Pick the lines holding the string "middle" out of the records and copy them.

━━━ Task inputs ━━━

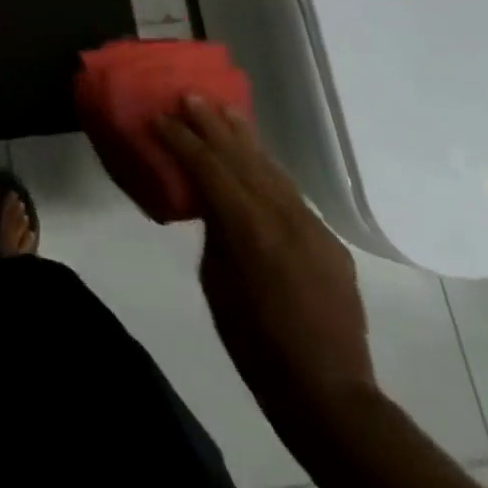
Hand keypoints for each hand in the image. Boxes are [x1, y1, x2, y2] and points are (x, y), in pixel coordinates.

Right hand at [154, 98, 374, 423]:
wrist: (327, 391)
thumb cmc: (254, 343)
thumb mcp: (216, 281)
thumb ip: (216, 231)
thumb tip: (213, 205)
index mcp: (246, 226)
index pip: (207, 166)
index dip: (180, 139)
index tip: (159, 117)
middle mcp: (281, 214)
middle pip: (241, 155)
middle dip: (212, 124)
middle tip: (190, 95)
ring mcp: (310, 225)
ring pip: (270, 168)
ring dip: (244, 137)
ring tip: (224, 110)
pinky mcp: (328, 240)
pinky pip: (290, 193)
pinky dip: (267, 169)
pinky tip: (257, 159)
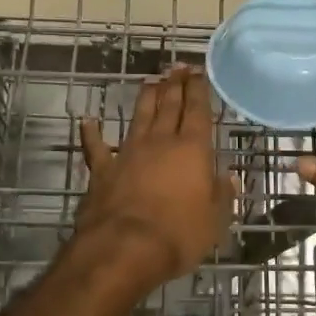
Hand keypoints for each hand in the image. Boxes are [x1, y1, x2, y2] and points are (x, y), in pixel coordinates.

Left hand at [77, 64, 233, 286]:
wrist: (124, 248)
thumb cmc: (179, 235)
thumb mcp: (215, 221)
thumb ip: (221, 195)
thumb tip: (228, 177)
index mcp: (192, 150)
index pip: (198, 112)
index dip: (199, 90)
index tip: (199, 72)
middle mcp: (161, 142)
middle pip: (169, 106)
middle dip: (175, 84)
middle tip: (178, 67)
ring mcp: (129, 153)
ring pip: (139, 116)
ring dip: (146, 97)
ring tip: (150, 81)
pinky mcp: (102, 170)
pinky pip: (96, 147)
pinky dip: (91, 133)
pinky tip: (87, 121)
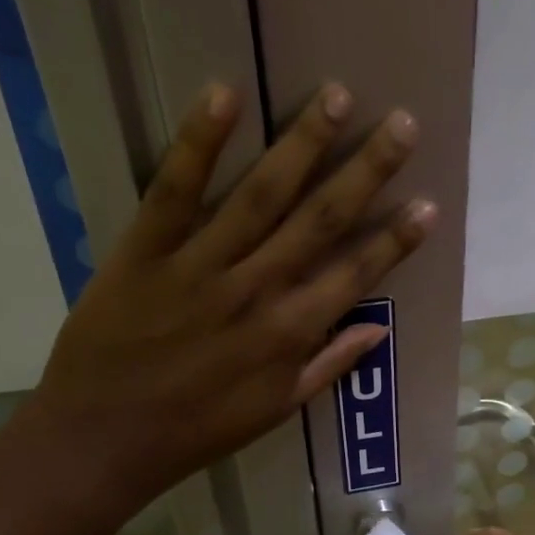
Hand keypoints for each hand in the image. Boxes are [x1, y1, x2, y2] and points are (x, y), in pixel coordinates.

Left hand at [18, 82, 432, 505]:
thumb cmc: (199, 429)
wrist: (104, 439)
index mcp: (290, 333)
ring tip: (338, 95)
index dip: (396, 239)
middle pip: (319, 220)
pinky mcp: (144, 250)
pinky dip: (198, 143)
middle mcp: (256, 290)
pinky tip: (224, 94)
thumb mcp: (276, 409)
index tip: (429, 203)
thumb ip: (329, 365)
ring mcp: (199, 266)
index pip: (356, 274)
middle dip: (366, 170)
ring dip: (302, 143)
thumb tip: (378, 327)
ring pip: (260, 195)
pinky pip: (174, 190)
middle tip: (403, 124)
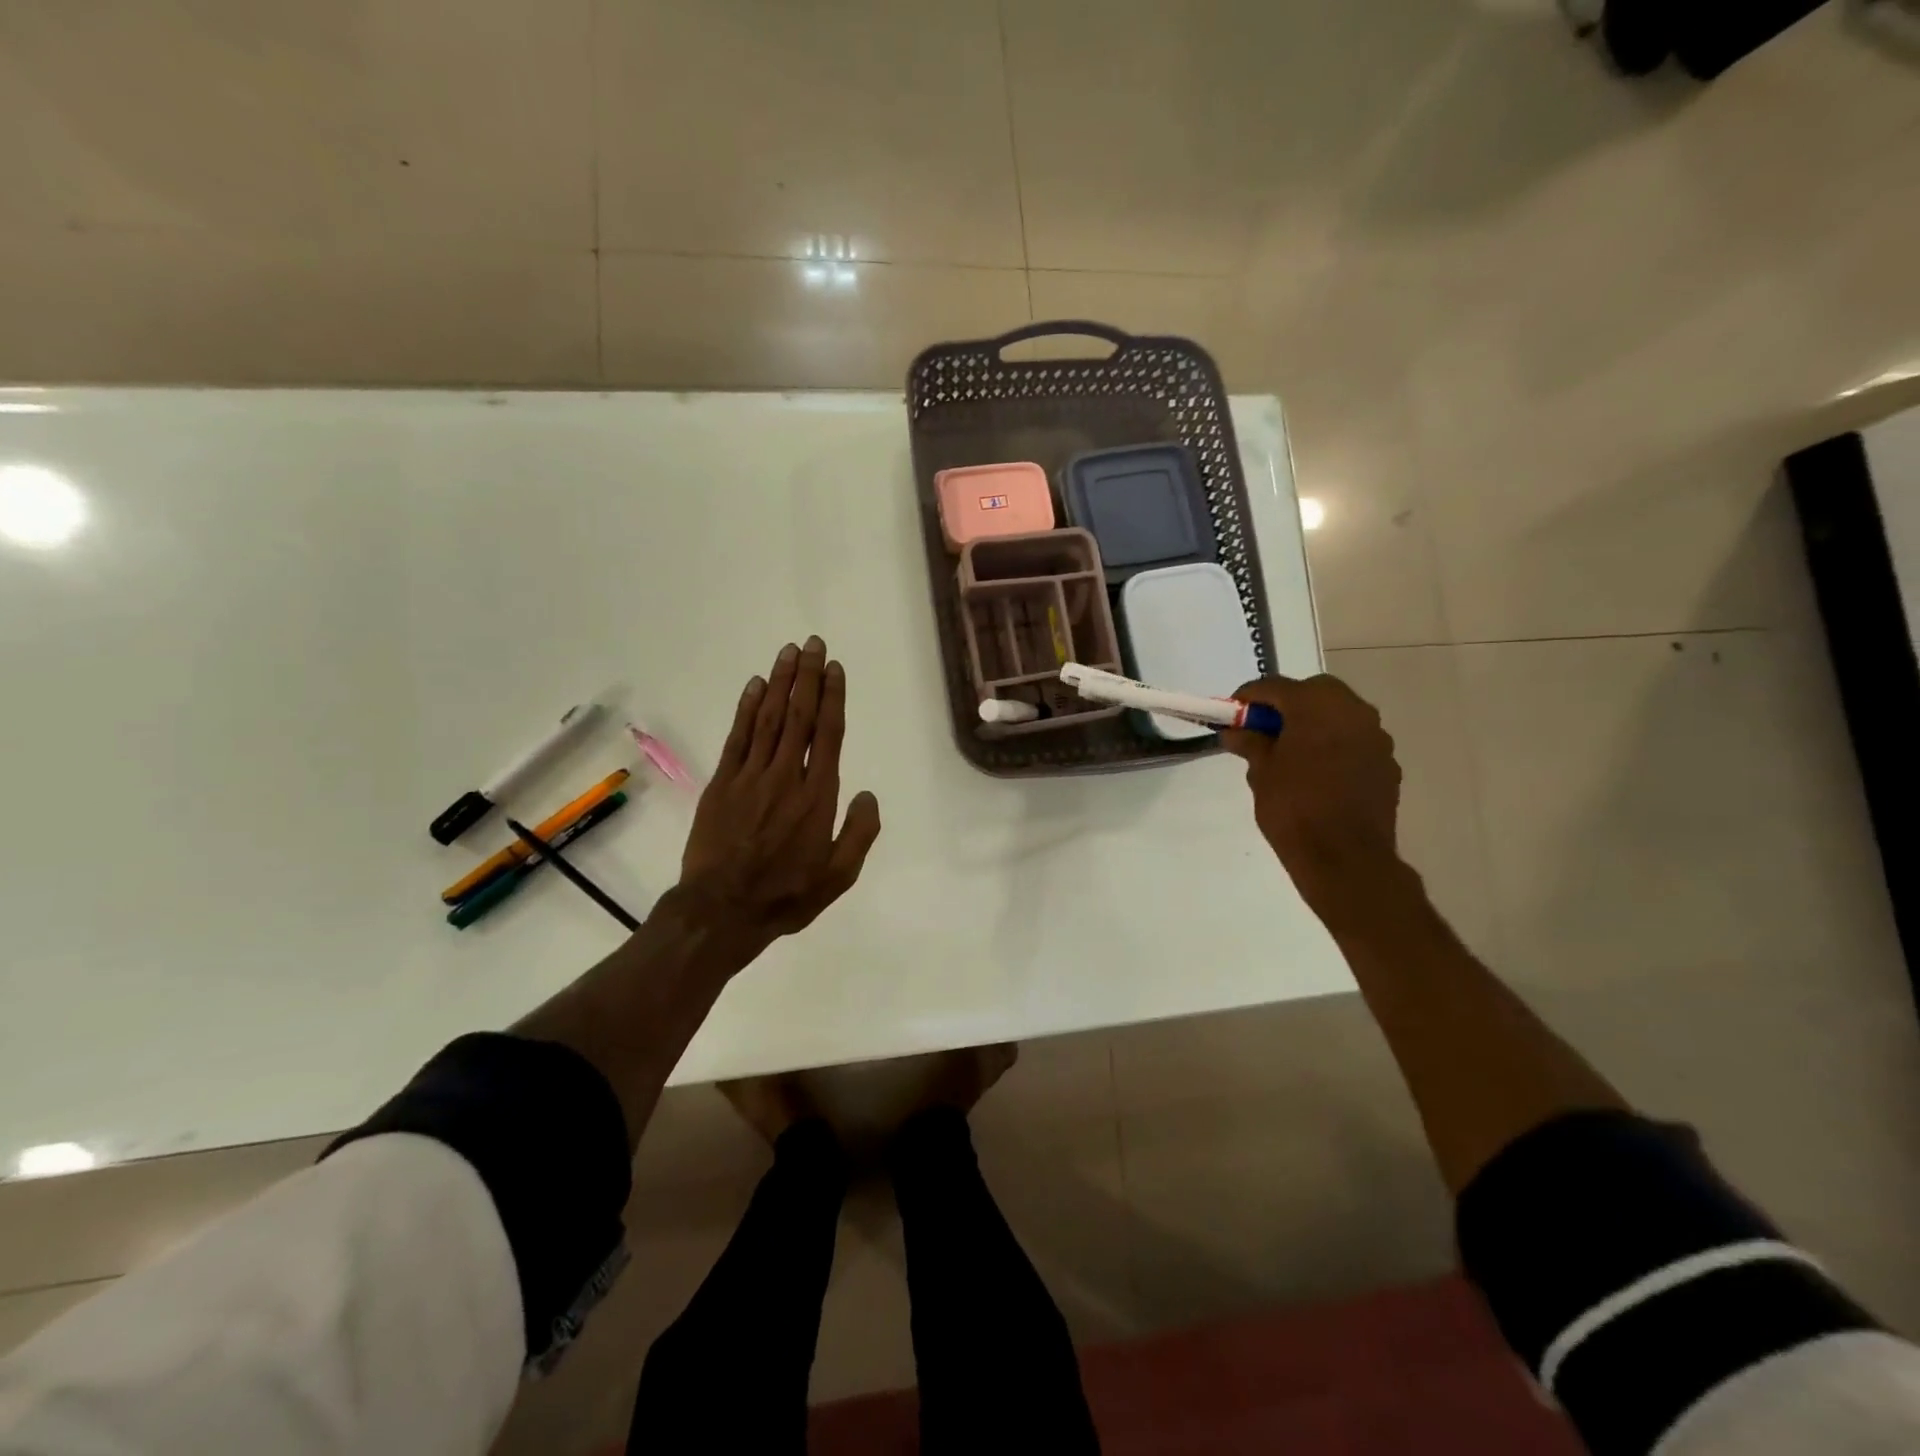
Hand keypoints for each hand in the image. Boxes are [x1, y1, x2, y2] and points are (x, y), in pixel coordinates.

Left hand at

━━━

§ **Exercise answer**
middle mcp: (281, 214)
middle pip: (241, 155)
middle dip: (212, 124)
middle tip: (190, 95)
middle mcp: (161, 142)
middle pip: (169, 106)
middle dip: (175, 84)
middle tip: (178, 67)
middle pip: (319, 220)
middle mcp: (256, 290)
middle dip: (366, 170)
middle tip: (403, 124)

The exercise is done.